Aaron Bauer's gecko
- Conservation status: Vulnerable (IUCN 3.1)

Scientific classification
- Kingdom: Animalia
- Phylum: Chordata
- Class: Reptilia
- Order: Squamata
- Suborder: Gekkota
- Family: Gekkonidae
- Genus: Gekko
- Species: G. aaronbaueri
- Binomial name: Gekko aaronbaueri Tri, Thai, Phimvohan, David & Teynié, 2015

= Aaron Bauer's gecko =

- Genus: Gekko
- Species: aaronbaueri
- Authority: Tri, Thai, Phimvohan, David & Teynié, 2015
- Conservation status: VU

Species of lizard

Aaron Bauer's gecko (Gekko aaronbaueri) is a species of lizard in the family Gekkonidae.

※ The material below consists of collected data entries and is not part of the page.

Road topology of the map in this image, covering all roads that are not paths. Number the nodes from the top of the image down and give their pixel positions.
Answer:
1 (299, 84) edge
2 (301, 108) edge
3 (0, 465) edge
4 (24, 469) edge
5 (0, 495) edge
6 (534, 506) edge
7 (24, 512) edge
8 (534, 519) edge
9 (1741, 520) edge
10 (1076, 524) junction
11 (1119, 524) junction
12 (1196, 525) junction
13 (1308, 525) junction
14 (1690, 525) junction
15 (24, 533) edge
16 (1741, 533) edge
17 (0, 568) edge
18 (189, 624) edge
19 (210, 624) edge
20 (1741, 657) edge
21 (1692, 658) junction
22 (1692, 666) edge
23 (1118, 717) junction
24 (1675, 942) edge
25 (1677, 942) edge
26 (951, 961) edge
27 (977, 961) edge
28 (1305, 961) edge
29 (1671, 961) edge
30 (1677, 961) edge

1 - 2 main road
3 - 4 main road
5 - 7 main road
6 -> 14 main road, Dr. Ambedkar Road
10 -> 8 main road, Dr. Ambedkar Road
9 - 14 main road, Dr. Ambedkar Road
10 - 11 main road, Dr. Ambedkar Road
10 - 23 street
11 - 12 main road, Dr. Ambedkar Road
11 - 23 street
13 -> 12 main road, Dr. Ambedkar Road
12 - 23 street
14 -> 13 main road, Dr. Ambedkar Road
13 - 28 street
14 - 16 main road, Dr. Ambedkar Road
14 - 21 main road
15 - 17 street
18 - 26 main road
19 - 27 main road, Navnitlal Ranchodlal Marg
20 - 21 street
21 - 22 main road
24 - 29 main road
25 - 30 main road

Geckos as an overall family in comparison to other reptiles are known to be invasive. They were discovered to have emerged in a remote area known as Lom Yen Cave. They are endemic to Laos in which the remote region lies. The common name of the gecko "Aaron Bauer's Gecko" is derived from a well-known biology professor at Villanova University in the state of Pennsylvania (US). This species of gecko is closely related to five other species as well.

==Etymology==
The specific name, aaronbaueri, is in honor of American herpetologist Aaron M. Bauer.
==Habitat==
G. aaronbaueri is found in Khammouane Province, Laos. The preferred natural habitats of G. aaronbaueri are forest, caves, and rocky areas, at altitudes of 150–200 m (490–660 ft). Geckos live on all continents of the world except Antartica. The terrain in this region consists of limestone mountains with lush forests and various caves. The specific isolated cave, Lom Yen Cave, where the species is found, is made up of the limestone in a remote, karst mountain in the range.

==Description==
G. aaronbaueri is medium-sized for its genus. Maximum recorded snout-to-vent length (SVL) is 8 cm (3.1 in). This is different from average geckos that vary in lengths from 18 cm to 30 cm. The back side of this organism consists of about six off-white dots along the spine that are intermixed with yellow patterning, all of which extend from the neck to the base of the spine. On the sides of their bodies, there are groups of more off-white dots patterned with darker-colored markings outlined in yellow in the middle of limb attachments. This species of gecko also has approximately 100 rows of even flat scales on the dorsal side. Aaron Bauer geckos can also be described as rupicolas (associated with rocks). Due to the fact the species is also in the family Gekkonidae, this means the gecko has toe pads for scaling large rocks or any other surface.